**Exercise details:**
Working from the data below, write out exactly the lines from its first through the line that contains "filter:drop-shadow(0 0 1px", both ends included and pictures omitted.
======== Stored data ========
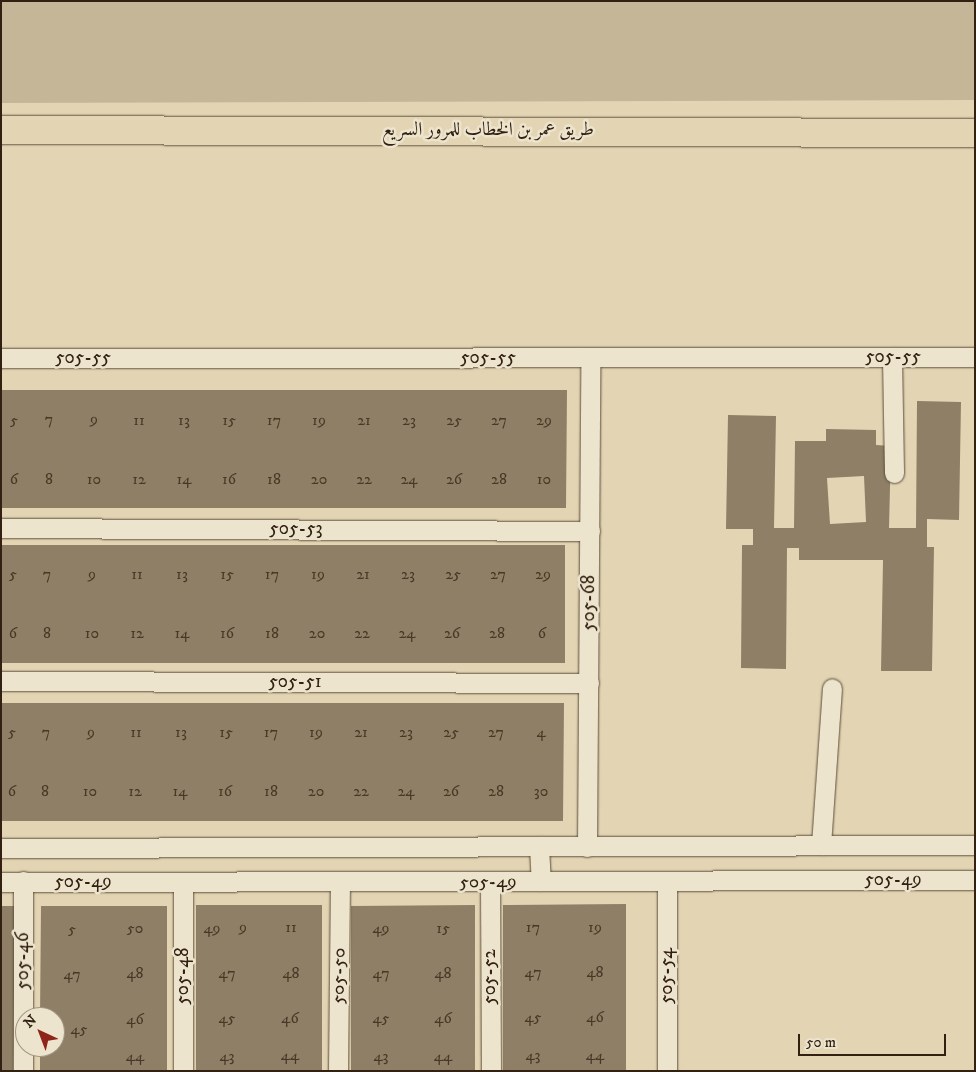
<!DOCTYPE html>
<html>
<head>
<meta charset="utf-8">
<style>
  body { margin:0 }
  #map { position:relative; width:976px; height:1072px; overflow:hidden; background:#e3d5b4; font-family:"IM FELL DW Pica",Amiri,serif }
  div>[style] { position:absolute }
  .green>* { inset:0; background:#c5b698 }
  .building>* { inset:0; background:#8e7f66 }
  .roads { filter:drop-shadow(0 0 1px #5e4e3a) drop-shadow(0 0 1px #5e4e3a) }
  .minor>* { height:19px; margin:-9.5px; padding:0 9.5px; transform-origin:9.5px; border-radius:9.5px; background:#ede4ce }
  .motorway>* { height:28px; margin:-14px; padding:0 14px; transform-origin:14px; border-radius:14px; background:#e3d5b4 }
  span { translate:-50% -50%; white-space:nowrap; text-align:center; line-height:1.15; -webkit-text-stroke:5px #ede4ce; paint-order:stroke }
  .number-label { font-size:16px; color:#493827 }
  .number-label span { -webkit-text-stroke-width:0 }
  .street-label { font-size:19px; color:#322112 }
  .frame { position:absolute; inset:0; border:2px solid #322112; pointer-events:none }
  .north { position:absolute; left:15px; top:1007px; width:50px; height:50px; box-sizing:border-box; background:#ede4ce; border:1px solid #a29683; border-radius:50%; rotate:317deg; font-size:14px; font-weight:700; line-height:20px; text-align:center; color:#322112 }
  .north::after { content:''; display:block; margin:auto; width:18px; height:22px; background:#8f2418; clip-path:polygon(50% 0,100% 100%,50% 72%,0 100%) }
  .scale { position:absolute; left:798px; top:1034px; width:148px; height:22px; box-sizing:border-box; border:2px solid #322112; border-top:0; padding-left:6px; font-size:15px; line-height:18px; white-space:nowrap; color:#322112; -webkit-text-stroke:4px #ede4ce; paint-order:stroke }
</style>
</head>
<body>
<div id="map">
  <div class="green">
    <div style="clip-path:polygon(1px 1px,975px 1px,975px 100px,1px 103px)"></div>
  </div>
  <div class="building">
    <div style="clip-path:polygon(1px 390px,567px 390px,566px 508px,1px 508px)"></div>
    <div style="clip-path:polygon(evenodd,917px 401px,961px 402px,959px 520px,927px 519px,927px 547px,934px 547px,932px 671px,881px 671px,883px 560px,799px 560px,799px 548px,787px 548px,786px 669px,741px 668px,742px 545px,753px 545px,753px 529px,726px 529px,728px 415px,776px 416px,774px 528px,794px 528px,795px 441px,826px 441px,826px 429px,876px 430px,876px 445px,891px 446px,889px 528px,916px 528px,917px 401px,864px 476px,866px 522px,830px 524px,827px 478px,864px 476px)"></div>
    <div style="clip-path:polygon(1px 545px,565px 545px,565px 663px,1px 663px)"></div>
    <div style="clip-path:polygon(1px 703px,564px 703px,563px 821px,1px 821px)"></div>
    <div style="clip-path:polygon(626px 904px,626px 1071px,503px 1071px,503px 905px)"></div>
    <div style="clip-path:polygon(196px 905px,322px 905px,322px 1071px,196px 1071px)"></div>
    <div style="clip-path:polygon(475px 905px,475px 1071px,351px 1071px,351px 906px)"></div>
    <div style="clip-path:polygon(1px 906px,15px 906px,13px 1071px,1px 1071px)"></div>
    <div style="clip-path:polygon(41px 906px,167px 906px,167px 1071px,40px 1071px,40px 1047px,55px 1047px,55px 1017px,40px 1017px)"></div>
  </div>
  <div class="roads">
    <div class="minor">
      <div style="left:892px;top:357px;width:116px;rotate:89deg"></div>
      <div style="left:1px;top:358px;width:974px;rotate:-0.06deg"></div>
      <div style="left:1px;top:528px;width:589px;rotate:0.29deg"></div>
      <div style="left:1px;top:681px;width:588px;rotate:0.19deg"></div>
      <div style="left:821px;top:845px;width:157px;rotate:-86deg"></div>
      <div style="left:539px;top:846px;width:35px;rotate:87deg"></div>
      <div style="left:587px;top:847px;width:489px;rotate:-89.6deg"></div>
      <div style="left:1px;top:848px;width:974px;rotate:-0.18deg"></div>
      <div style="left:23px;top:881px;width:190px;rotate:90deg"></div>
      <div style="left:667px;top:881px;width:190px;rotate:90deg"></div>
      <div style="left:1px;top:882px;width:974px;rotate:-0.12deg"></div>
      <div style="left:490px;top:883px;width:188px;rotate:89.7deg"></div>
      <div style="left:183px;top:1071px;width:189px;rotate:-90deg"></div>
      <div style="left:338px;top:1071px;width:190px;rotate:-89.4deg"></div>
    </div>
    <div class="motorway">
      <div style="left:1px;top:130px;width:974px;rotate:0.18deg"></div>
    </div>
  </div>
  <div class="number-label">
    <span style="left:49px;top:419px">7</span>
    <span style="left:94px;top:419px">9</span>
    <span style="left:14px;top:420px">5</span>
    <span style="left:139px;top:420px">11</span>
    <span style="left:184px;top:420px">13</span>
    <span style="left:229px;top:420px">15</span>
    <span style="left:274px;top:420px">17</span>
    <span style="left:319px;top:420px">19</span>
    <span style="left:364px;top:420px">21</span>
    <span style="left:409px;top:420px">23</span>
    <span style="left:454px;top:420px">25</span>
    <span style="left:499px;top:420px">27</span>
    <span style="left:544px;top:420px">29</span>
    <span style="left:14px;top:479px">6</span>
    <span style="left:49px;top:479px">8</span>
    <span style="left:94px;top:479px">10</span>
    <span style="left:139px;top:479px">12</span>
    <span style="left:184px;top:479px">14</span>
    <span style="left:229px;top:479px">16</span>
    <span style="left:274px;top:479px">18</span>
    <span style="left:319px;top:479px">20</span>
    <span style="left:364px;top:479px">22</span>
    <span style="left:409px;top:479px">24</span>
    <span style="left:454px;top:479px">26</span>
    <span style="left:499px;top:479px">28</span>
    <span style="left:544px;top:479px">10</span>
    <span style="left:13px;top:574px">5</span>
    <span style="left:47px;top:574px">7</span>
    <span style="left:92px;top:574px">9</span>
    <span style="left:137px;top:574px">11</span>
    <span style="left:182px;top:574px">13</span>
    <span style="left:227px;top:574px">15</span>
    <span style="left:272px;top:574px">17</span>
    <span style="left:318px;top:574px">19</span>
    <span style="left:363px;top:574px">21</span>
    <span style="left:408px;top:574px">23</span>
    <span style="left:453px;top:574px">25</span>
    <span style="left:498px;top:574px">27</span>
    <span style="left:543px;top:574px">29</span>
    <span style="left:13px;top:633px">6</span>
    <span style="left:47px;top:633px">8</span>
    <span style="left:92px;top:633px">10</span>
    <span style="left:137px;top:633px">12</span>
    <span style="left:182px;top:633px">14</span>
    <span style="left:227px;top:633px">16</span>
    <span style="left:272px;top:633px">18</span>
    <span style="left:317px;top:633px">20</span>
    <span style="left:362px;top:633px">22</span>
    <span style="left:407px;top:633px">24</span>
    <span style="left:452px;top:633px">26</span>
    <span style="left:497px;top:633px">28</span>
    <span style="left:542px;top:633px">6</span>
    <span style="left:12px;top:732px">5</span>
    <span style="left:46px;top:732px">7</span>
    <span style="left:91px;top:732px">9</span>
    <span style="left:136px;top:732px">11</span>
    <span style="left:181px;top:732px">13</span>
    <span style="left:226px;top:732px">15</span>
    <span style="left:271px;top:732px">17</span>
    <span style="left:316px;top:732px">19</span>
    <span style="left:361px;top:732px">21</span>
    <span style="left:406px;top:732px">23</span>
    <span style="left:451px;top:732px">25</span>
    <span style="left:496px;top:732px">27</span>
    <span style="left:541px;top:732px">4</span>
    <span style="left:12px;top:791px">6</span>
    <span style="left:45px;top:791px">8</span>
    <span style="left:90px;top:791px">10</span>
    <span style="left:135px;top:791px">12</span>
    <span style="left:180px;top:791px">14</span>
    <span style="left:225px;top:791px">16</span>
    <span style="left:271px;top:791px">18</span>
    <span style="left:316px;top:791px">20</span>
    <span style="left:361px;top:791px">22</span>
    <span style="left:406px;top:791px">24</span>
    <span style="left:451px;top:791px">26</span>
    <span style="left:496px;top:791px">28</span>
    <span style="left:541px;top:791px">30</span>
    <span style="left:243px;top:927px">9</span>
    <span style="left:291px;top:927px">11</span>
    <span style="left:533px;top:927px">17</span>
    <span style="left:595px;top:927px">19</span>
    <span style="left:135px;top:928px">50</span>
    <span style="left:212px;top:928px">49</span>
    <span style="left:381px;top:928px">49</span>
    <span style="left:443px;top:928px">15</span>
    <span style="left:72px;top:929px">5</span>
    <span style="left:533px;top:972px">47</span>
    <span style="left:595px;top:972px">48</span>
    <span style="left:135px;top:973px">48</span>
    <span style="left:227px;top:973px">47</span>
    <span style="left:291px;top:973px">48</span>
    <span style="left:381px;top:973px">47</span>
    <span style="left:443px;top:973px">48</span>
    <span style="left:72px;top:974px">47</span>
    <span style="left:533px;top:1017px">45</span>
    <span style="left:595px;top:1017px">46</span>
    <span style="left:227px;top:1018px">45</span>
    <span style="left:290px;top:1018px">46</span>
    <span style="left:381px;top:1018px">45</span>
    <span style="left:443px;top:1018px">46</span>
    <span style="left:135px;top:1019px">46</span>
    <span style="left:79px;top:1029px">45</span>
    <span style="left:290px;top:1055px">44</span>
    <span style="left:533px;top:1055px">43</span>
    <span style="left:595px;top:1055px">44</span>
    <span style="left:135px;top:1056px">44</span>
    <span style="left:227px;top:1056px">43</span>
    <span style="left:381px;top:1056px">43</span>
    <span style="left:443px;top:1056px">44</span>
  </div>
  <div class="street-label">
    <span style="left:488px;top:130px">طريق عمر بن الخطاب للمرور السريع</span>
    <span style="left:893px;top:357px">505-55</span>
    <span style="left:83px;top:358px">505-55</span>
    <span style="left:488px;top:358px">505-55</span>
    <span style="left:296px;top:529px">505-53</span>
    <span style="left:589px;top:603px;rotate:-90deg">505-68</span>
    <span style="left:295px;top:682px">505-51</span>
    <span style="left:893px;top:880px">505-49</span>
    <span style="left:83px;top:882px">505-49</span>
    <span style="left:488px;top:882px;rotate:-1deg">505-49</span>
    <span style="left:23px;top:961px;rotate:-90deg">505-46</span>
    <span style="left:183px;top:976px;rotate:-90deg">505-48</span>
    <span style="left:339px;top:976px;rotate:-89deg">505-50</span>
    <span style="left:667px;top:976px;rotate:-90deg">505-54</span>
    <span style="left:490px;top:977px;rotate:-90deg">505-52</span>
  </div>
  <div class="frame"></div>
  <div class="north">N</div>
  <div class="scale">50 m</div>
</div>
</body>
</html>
========
**Task output:**
<!DOCTYPE html>
<html>
<head>
<meta charset="utf-8">
<style>
  body { margin:0 }
  #map { position:relative; width:976px; height:1072px; overflow:hidden; background:#e3d5b4; font-family:"IM FELL DW Pica",Amiri,serif }
  div>[style] { position:absolute }
  .green>* { inset:0; background:#c5b698 }
  .building>* { inset:0; background:#8e7f66 }
  .roads { filter:drop-shadow(0 0 1px #5e4e3a) drop-shadow(0 0 1px #5e4e3a) }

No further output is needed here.